After watching BBC’s Years and Years recently, I’ve been finding it a bit of struggle not to let the current state of our world impact my mental health. In case you haven’t seen it, Years and Years is a drama series that begins in 2019 and propels the characters 15 years forward into an unstable world. The parallels are unmissable. From a new leader finding power in populism to a refugee crisis, it’s stark reminder of what can happen when we become complacent and feel we don’t hold any responsibility for the actions of those in power.

Ultimately, the series ends in hope with the main characters finding a way that they can change the course of history and expose the horrific actions of their government. I’d certainly like to think that this will be the case for the human race too.. and there is a part of me that does believe that good will triumph over bad but I’m also very aware that we do not live in a movie. Real life just isn’t always that fair, or just.

From the austerity cuts in Britain to the concentration type camps for those trying to cross the American border, it is becoming harder and harder to see the good in the world. It’s overwhelming. And as a single human being, I feel pretty helpless and also guilty for my lack of action.

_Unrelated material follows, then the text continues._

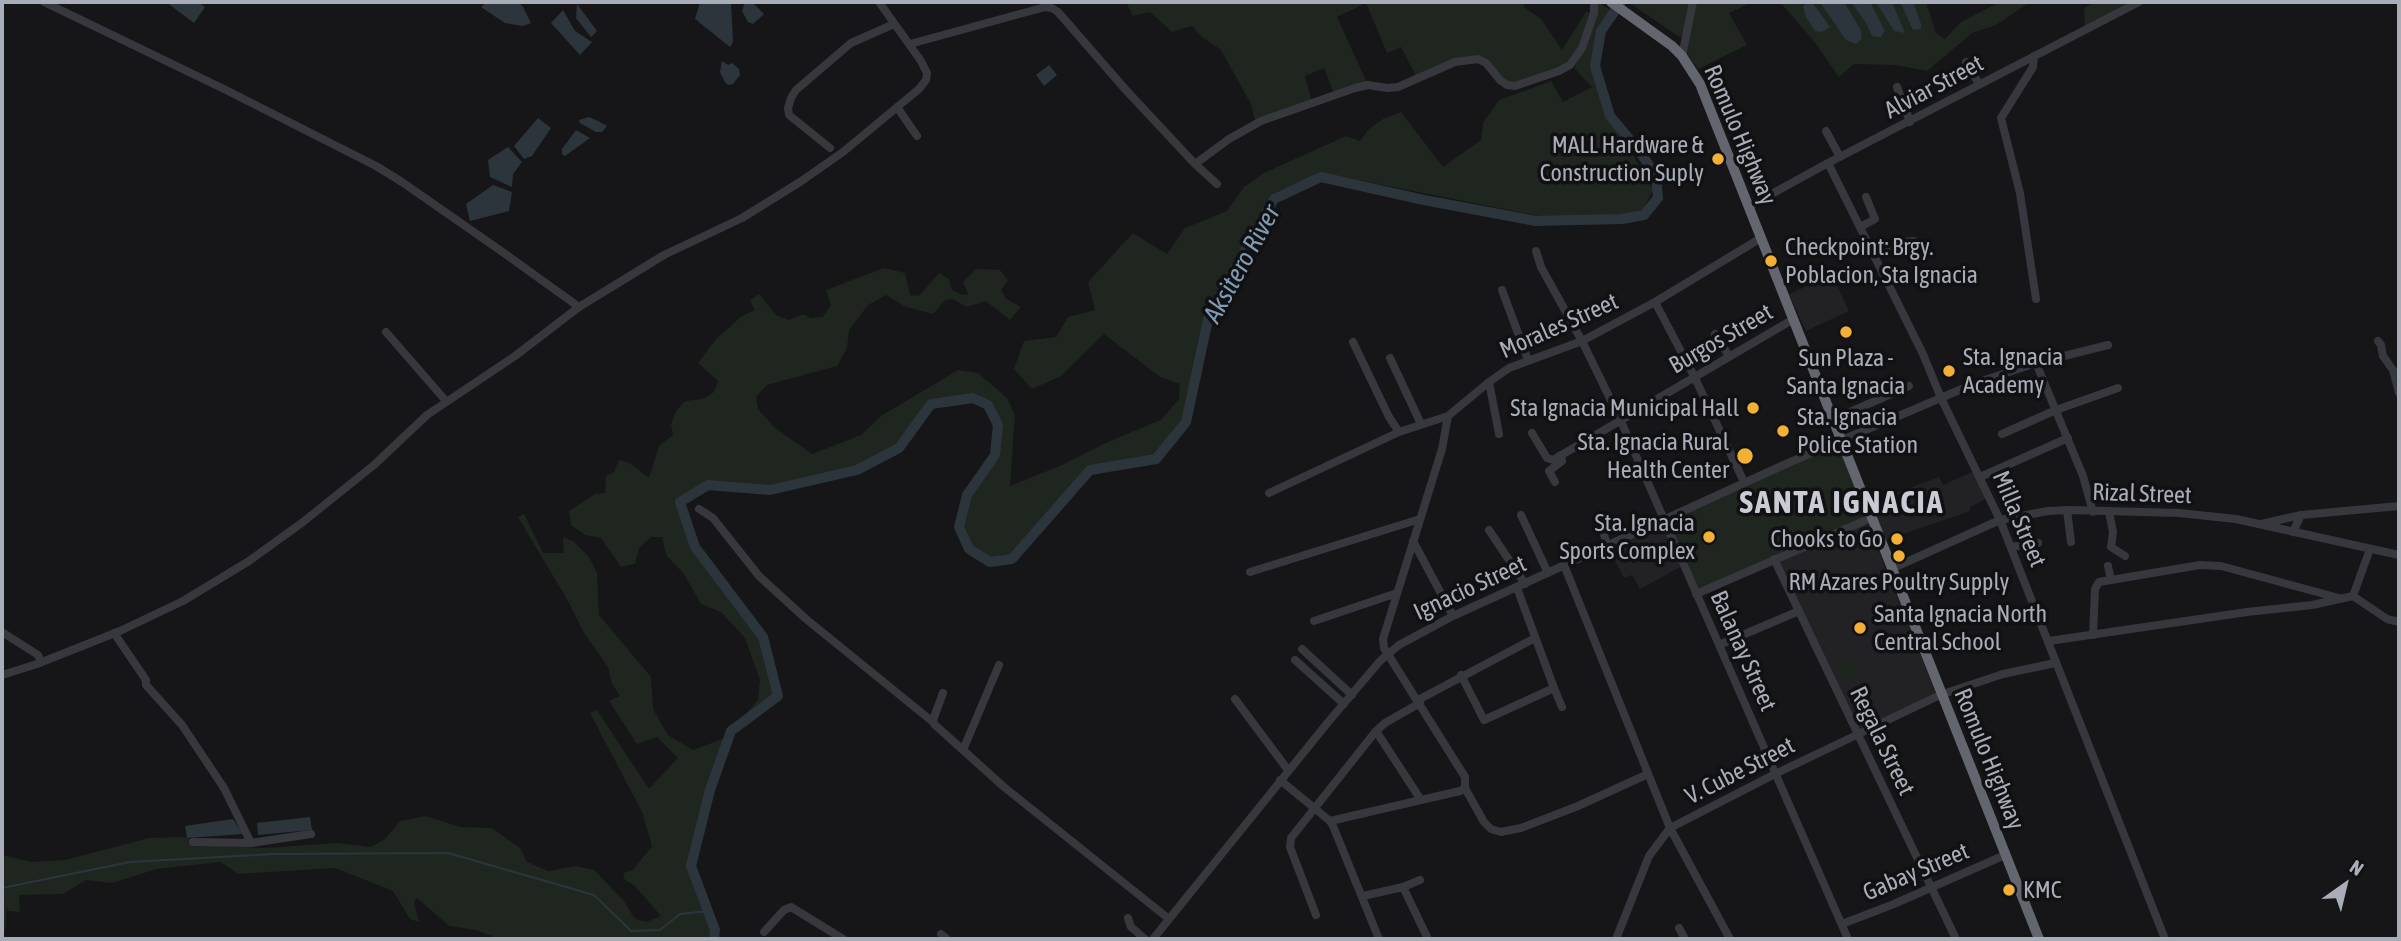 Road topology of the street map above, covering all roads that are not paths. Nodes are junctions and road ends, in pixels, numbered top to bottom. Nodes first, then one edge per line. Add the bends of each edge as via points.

Good things still do happen. The standard of living, on average and as a whole, has increased and is better than ever. In Hong Kong, a billionaire has paid for the tuition of an entire class of students. Breakthroughs in medicine are happening all over the world, increasing the chance of survival for things that were once seen as death sentences and there is heightened awareness around taking care of our planet.

But even so… avoiding the reality that there are still so many suffering while cuts are being made to the most vital of services is almost impossible.

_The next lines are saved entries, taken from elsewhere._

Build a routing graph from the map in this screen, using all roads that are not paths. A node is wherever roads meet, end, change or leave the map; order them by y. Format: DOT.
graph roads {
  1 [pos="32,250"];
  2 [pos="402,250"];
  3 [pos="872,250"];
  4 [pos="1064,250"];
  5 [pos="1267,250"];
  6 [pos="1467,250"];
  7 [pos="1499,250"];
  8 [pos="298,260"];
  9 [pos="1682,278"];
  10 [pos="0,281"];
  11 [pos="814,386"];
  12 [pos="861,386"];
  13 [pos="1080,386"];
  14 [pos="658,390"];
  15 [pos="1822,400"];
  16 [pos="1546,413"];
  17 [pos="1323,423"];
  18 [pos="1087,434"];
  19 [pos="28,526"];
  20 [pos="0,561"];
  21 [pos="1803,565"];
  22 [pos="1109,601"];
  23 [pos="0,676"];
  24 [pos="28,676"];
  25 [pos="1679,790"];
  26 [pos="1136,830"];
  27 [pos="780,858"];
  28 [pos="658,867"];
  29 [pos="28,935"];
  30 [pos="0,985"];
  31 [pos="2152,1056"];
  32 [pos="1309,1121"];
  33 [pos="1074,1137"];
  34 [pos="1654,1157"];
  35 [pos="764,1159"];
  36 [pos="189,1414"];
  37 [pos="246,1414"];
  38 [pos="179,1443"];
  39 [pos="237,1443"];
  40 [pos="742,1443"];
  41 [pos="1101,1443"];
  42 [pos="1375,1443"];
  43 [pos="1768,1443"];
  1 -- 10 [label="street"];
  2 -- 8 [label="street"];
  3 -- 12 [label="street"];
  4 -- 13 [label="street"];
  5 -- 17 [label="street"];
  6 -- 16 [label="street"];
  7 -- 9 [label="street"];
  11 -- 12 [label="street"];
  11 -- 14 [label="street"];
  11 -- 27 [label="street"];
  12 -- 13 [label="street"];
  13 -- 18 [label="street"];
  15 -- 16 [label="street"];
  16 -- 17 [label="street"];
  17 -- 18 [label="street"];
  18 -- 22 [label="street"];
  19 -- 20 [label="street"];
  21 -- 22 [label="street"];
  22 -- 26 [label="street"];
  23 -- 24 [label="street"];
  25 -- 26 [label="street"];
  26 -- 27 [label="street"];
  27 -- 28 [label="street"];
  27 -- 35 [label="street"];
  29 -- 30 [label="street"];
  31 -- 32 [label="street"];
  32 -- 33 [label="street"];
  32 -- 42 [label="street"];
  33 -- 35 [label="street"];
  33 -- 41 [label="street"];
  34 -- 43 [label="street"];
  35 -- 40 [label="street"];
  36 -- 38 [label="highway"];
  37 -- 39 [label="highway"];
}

So how do you keep positive amongst so much frightening change?

I’ve done my best to put together a practical guide to staying happy in our modern world. It’s so important that we continue to feel there is hope – otherwise, we fall prey to inaction and competency.

This must not happen.

1. Do What You Can
It might not be much and it probably wont feel like a lot but I can promise that it will help subside the guilt that we can feel when we aren’t sure how to help. It’s also worth remembering that small actions in large numbers can and do make a big impact. It’s also not always about impacting the big issue but changing something big for one person. Get out to protests, volunteer for organisations trying to fill the gaps where cuts have been made or just donate. If we all take a small step like this, the outcome will start to move in the right direction.

2. Study History
“The more things change, the more they stay the same” It’s bit cliche but it’s also true. There have been so many points in history where the world seemed to have lost it’s mind. For one reason or another though, we always seem to have a tipping point. It takes time (much longer than most of us want) but pressure does mount up and slowly humanity takes notice and demands change, even from those that we believe will never want to face the facts. If you think back to the LGBTQ movement… there was a point where the pressure became so much that you could no longer ignore it or look away. It become to personal. It was somebody’s daughter, father, best friend or cousin. At that point, it became too hard to say they didn’t deserve the same equality and over time, it changed for the better.

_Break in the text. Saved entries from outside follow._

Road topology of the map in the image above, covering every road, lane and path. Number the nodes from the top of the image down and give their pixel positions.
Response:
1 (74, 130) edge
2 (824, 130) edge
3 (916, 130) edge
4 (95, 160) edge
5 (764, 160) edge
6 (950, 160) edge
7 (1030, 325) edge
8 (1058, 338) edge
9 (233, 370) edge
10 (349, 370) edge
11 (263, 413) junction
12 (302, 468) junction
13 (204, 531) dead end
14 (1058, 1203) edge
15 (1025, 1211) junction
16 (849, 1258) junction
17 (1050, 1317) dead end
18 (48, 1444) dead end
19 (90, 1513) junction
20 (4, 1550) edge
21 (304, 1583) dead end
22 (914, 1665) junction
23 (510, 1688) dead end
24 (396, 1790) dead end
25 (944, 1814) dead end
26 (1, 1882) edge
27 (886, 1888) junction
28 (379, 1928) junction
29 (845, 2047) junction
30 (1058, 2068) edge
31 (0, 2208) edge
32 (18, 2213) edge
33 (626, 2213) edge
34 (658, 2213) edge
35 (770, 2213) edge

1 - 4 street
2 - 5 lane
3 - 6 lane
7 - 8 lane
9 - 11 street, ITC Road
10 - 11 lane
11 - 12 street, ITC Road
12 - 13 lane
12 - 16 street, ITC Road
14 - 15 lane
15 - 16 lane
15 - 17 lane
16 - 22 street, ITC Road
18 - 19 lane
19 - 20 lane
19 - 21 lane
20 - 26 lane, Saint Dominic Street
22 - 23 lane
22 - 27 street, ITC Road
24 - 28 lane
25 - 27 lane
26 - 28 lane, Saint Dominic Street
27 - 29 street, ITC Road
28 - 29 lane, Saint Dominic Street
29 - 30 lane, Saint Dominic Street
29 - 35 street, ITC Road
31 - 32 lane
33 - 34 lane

3. Try to have frank, open and constructive conversations with those that hold opposing views – And remember they are human too
A sure fire way to shut down a line of communication is to walk into a room ready to fight and prove that you are right. It’s tough not to get a bit fired up when talking about such mammoth issues but it’s also not productive. We have all grown up with certain biases, learned or not and we’ve all had events in our lives shape our outlook of the world. This is what need to better understand. Do not focus on the fact they are wrong or different. Focus on what shaped them to come to that conclusion. It is only then that we have any hope in starting to influence or re-educate their opinion.

4. Practice Gratitude
Remembering what we have and becoming consciously grateful for that does wonders for changing your perspective. The world has come a long way. It’s not perfect and never will be but try to shine light on the progress we have made and also the awareness that is growing around the those issues that make us feel without hope. There are entire organisations, groups and people that works so hard each and everyday to change lives for the better. It won’t happen fast and it most likely wont go out with a bang but have faith and be grateful that others are joining the fight.